Slide View : 15-418 Spring 2013

Previous | Next --- Slide 7 of 49

monster

The black bar in the graph means the time waiting for the data that comes from other threads. The 4D blocking of grid reduces communication since it has less elements on the border than 2D block pattern.

This comment was marked helpful 0 times.

stephyeung

By plotting these graphs, we are able to see how to best optimize our code next. The crosshatched bars are all horizontally level in both graphs, meaning our workload assignments are sufficient. However, we see the communication bars are significantly higher in the graph on the right compared to the left, so we could try to capture more locality.

This comment was marked helpful 1 times.

chaominy

SGI Origin 2000 is a family of mid-range and high-end servers manufactured by SGI. The largest installation was ASCI (Accelerated Strategic Computing Initiative) Blue Mountain at Los Alamos National Labs, with 48 Origin 2000 series 128-CPU systems all connected via HIPPI for a total of 6144 processors. See more here.

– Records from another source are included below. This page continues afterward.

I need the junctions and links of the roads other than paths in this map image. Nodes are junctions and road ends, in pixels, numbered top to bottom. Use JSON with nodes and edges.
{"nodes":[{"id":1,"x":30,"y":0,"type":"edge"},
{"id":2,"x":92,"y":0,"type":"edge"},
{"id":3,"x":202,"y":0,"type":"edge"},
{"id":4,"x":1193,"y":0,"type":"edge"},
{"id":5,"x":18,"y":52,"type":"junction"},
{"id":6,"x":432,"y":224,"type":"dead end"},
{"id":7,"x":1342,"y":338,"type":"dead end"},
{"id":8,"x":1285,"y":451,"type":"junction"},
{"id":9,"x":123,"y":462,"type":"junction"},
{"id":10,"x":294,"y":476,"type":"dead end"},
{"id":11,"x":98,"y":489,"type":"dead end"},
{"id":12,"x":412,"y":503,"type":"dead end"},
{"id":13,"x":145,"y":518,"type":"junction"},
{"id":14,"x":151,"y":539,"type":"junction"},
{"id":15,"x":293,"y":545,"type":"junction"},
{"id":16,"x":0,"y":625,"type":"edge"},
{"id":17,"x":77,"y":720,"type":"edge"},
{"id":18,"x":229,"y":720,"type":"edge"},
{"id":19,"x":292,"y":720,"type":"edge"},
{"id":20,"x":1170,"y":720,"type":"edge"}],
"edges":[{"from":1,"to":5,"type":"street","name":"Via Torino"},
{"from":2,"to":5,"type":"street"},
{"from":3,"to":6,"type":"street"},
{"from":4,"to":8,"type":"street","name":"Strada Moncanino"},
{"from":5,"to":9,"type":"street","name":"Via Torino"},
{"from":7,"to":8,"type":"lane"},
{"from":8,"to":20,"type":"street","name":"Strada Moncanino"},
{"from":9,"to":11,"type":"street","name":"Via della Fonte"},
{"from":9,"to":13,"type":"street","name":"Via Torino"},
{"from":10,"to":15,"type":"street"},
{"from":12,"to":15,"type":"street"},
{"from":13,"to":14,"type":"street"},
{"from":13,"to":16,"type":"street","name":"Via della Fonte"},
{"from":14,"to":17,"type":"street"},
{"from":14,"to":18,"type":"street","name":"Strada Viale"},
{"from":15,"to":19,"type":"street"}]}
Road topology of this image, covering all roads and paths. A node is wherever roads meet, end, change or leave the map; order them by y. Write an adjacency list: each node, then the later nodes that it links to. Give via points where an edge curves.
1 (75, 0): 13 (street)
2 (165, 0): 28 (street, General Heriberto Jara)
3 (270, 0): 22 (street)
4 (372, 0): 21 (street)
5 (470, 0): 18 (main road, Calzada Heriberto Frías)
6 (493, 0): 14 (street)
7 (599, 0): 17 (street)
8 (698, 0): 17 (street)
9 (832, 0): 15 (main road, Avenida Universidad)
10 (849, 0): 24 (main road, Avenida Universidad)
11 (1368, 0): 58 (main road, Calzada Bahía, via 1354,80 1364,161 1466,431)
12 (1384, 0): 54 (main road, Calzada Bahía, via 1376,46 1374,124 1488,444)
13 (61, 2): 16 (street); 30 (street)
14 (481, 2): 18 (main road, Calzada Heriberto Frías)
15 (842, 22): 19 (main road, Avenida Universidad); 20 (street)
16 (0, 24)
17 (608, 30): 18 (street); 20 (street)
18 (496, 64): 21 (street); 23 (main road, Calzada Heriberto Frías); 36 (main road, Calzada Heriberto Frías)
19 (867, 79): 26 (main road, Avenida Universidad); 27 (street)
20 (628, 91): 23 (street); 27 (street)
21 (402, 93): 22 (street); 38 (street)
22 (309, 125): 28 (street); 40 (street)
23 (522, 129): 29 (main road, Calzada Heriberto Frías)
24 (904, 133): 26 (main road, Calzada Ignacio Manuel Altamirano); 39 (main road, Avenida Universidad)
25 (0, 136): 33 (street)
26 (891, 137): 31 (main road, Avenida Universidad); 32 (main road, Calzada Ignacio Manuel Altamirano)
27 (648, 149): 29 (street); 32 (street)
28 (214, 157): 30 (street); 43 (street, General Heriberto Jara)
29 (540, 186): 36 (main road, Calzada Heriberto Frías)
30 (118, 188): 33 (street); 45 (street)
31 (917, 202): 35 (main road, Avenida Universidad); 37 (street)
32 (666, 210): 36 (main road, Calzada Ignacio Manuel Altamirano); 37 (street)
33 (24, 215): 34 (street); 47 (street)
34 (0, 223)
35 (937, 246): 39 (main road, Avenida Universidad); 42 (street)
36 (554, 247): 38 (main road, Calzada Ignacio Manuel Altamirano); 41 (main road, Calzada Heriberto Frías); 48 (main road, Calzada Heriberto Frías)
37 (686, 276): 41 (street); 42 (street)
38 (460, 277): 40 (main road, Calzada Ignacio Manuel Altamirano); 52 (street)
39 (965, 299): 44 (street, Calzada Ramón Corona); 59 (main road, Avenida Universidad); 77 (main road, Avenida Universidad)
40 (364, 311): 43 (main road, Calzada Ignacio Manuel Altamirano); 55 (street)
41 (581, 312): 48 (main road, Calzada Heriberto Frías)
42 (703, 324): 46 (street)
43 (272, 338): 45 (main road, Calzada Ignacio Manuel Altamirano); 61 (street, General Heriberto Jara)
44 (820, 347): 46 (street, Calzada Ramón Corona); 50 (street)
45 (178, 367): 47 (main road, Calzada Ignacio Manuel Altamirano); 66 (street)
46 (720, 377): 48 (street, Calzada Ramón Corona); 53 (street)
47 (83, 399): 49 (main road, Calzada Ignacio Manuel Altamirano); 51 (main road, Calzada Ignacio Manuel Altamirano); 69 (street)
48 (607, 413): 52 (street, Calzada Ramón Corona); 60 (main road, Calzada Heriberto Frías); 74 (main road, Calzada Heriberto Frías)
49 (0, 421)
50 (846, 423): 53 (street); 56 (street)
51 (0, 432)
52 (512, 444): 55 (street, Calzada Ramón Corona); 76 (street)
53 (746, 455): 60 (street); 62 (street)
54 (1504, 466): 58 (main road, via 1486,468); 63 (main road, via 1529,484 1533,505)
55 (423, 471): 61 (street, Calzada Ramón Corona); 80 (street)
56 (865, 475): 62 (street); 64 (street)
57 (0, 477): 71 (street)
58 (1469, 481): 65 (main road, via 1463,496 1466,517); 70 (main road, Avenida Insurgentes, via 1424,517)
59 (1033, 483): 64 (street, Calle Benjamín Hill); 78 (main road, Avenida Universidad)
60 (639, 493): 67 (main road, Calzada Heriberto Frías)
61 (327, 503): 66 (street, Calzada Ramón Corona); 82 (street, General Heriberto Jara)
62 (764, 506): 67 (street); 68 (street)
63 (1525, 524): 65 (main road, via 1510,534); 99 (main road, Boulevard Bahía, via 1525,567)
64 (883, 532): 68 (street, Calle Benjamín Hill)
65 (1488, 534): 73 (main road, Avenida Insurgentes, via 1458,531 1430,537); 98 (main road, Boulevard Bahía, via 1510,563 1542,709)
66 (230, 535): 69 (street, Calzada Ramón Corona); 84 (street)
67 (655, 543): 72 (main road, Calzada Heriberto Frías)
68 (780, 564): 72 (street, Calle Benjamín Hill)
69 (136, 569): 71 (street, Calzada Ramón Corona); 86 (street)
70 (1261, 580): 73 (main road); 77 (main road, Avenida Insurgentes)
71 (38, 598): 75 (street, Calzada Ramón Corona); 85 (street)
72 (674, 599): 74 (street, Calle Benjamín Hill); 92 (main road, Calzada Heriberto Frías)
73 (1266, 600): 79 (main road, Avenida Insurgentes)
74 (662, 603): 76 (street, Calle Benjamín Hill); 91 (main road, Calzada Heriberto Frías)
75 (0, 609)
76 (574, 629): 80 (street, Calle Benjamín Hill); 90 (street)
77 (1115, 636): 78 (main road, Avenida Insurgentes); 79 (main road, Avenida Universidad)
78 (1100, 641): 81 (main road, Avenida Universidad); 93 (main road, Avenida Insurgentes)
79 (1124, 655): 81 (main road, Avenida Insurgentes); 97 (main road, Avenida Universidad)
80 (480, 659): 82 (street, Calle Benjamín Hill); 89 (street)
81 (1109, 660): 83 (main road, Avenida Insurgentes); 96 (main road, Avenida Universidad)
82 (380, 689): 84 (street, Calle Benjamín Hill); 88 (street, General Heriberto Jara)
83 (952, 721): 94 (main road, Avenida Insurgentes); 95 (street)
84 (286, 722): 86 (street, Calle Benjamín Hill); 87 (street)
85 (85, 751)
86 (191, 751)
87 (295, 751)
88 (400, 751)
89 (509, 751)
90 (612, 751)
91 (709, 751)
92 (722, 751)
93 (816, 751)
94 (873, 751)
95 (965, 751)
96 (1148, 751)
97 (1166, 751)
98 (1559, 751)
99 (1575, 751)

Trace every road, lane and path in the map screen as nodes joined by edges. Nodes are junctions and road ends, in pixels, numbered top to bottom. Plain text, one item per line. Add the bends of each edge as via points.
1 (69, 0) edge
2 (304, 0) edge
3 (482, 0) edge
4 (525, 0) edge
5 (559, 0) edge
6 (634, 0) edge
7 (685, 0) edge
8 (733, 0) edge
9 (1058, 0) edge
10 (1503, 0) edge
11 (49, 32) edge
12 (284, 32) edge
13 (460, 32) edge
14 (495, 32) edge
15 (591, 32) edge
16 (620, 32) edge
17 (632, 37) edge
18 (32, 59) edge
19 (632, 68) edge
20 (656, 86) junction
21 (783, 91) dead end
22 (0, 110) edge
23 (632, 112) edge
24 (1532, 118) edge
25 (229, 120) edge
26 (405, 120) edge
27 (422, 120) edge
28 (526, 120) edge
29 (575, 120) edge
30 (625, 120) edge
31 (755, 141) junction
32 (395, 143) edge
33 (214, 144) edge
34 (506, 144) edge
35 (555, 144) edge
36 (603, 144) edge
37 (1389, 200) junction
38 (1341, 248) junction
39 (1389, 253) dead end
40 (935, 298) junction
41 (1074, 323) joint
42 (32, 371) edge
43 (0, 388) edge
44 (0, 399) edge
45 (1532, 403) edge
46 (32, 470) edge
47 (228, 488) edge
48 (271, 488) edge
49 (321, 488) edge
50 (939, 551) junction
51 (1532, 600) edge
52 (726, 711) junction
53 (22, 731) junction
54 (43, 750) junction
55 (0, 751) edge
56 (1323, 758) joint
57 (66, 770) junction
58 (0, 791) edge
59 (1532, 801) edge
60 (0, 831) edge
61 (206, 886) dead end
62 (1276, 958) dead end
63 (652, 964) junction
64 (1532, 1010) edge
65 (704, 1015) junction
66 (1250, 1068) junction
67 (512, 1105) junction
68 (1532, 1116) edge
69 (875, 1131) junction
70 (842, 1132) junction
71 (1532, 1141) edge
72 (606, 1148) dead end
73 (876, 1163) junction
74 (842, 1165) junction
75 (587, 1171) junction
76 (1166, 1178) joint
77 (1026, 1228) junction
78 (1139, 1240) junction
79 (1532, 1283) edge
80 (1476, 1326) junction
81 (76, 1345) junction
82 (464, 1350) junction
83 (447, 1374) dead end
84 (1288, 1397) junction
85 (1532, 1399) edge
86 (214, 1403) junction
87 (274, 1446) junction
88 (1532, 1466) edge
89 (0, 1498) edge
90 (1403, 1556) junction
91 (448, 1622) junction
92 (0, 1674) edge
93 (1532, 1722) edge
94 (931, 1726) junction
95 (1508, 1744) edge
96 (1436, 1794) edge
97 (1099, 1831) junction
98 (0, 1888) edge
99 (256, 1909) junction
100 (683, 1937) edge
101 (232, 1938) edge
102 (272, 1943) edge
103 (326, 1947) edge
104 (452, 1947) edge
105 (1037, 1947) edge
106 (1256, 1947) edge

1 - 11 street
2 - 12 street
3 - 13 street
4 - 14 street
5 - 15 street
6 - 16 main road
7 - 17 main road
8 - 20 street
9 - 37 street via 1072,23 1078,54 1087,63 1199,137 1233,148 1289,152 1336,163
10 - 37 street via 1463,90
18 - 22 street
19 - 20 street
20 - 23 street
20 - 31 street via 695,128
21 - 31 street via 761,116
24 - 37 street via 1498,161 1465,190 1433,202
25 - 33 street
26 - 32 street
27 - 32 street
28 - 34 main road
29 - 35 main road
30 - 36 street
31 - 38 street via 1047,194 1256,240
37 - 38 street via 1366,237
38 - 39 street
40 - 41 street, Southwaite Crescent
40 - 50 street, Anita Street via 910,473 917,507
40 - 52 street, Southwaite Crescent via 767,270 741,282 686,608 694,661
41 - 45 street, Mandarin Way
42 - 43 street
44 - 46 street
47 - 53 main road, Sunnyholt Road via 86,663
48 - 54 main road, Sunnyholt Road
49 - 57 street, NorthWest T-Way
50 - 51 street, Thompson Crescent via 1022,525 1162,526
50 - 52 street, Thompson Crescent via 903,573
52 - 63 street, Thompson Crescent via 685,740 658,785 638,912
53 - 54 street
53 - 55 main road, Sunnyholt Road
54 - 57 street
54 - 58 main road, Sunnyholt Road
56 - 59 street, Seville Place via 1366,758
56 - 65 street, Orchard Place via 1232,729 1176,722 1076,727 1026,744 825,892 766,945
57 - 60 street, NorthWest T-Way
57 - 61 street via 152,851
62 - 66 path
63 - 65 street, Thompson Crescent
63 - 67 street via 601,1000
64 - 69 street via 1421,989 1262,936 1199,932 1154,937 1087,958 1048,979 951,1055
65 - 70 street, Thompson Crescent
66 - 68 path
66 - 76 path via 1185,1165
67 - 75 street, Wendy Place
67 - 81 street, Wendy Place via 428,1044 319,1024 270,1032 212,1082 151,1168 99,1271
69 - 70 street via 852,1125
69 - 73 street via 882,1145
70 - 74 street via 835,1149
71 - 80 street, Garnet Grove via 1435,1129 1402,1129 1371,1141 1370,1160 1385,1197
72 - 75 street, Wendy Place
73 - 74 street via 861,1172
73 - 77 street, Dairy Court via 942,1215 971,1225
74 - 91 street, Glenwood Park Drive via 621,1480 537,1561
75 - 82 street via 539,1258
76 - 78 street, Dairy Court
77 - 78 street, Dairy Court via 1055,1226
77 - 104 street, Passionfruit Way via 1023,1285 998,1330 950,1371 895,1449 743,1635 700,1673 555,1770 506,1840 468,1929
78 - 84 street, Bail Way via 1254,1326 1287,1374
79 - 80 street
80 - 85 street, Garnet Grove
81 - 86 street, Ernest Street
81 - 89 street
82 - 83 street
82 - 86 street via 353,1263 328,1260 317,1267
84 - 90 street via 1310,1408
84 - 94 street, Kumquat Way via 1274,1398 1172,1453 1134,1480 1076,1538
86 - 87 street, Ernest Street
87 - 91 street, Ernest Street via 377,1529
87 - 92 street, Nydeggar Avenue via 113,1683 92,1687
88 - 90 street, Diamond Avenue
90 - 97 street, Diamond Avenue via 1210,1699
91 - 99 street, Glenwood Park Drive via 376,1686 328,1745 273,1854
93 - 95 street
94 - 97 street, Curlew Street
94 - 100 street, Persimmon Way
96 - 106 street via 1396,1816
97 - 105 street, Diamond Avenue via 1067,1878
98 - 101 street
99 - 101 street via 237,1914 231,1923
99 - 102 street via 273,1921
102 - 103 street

This comment was marked helpful 0 times.

TeBoring

4D layout is different from 4D assignment.

4D layout is about the layout of data (to decrease artificial communication in cache)

4D assignment is about work assignment among threads (to decrease inherent communication among neighboring threads)

This comment was marked helpful 0 times.

TeBoring

I have a guess for why synchronization on the right is longer.

First, 2D block assignment actually doesn't allocate same amount of work to each thread. (this can be seen from the bottom bar)

Second, due to unbalance of work, barriers need more time (to wait for the last). Thus, synchronization is longer.

One more interesting thing I found is, even though work is unbalanced in 2D assignment, the finish time still the same. I guess this is because there is barrier there.

Correct me if I am wrong

This comment was marked helpful 0 times.

kayvonf

@TeBoring: Yes, I think it's safe to assume that this example is running over many solver iterations (and perhaps also over many time steps), and there's a barrier at the end of each phase. That's why the total height of the bars is the same. Any imbalance in communication costs or processing gets added to the data wait or sync wait bars so the total is always the same.

It think that increases sync time in the 2D is actually due to the imbalance in both compute (busy) and also communication costs. Does how there's even more variation in the black bars than the hatched bars. Both of these effects could increase the time waiting to sync all the threads up at barriers.

This comment was marked helpful 0 times.